Financier franco-arménien, Oughourlian est engagé dans un bras de fer pour défendre l’indépendance du groupe Prisa. Ses tensions avec le gouvernement ont notamment éclaté au grand jour lorsqu’il a bloqué un projet de chaîne de télévision qui aurait été favorable aux idées du gouvernement socialiste. Estimant l’opération risquée financièrement, il a refusé d’en valider le lancement, une décision qui a accentué les tensions avec le pouvoir.
Pour préserver son contrôle, Oughourlian a récemment pris la présidence d’El País et procédé à une restructuration du conseil d’administration de Prisa, consolidant son influence sur la ligne éditoriale du journal.
Le cas d’El País est emblématique : Son indépendance a été mise en doute ces dernières années, certains observateurs critiquant son alignement sur les positions du gouvernement Sánchez.
Mais paradoxalement, cela n’a pas suffi à protéger le journal d’une tentative de prise de contrôle plus directe. Oughourlian voit dans ce combat une question de liberté journalistique et cite George Orwell dans sa défense de l’indépendance de la presse : « Le journalisme, c’est publier ce que quelqu’un ne veut pas voir publié. Tout le reste, c’est des relations publiques. »
L’opposition dénonce une dérive autocratique
Au-delà du cas El País, c’est l’ensemble de la démocratie espagnole qui est en jeu, selon ses détracteurs.
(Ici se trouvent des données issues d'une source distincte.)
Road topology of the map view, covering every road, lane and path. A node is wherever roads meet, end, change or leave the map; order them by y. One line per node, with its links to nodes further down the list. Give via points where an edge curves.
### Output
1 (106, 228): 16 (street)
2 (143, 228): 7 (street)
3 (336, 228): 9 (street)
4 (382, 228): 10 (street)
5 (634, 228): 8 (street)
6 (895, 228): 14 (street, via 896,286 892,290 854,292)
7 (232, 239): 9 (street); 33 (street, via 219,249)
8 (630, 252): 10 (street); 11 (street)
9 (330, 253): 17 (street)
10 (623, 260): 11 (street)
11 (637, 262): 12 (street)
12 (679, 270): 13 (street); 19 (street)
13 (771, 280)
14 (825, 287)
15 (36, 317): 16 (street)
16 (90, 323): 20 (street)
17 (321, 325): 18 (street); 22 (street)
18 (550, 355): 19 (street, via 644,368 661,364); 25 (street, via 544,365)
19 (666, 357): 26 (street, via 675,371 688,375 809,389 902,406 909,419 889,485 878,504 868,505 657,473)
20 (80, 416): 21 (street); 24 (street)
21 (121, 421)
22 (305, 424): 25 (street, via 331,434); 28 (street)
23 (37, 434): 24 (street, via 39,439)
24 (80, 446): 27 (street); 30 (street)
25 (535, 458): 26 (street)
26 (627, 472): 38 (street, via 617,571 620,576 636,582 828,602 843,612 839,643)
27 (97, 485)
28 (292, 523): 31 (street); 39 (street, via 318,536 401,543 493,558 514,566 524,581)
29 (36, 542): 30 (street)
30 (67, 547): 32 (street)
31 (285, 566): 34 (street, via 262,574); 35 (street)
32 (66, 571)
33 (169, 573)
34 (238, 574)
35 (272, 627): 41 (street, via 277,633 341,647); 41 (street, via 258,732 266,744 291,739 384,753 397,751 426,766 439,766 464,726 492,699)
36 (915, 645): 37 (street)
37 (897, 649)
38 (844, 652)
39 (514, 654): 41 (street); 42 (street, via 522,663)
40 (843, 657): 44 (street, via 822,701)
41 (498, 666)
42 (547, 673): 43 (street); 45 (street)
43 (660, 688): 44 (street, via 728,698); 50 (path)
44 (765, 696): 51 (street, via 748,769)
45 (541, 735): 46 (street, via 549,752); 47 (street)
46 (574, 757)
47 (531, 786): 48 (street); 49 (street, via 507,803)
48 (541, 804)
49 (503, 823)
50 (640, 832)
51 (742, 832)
Le leader du Parti Populaire, Alberto Núñez Feijóo, accuse Sánchez d’être sur la voie d’une dérive autocratique, avec des tentatives de contrôle accrues sur les médias, la Banque d’Espagne et plusieurs entreprises publiques.
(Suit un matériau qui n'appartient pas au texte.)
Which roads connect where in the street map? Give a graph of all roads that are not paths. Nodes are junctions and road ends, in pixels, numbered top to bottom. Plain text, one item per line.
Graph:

L’affaire est loin d’être terminée : le prochain conseil d’administration du groupe Prisa, prévu en juin, pourrait être décisif. Une coalition d’investisseurs favorables au gouvernement tenterait de déloger Oughourlian pour mettre à la tête du groupe des figures plus proches du PSOE.
Cette bataille autour d’El País est le symptôme d’une tendance préoccupante en Espagne : celle d’une mainmise progressive du pouvoir sur les grands groupes médiatiques. Si le gouvernement de Pedro Sánchez réussit à imposer sa ligne éditoriale au sein du premier quotidien du pays, c’est l’ensemble du paysage médiatique espagnol qui pourrait être bouleversé.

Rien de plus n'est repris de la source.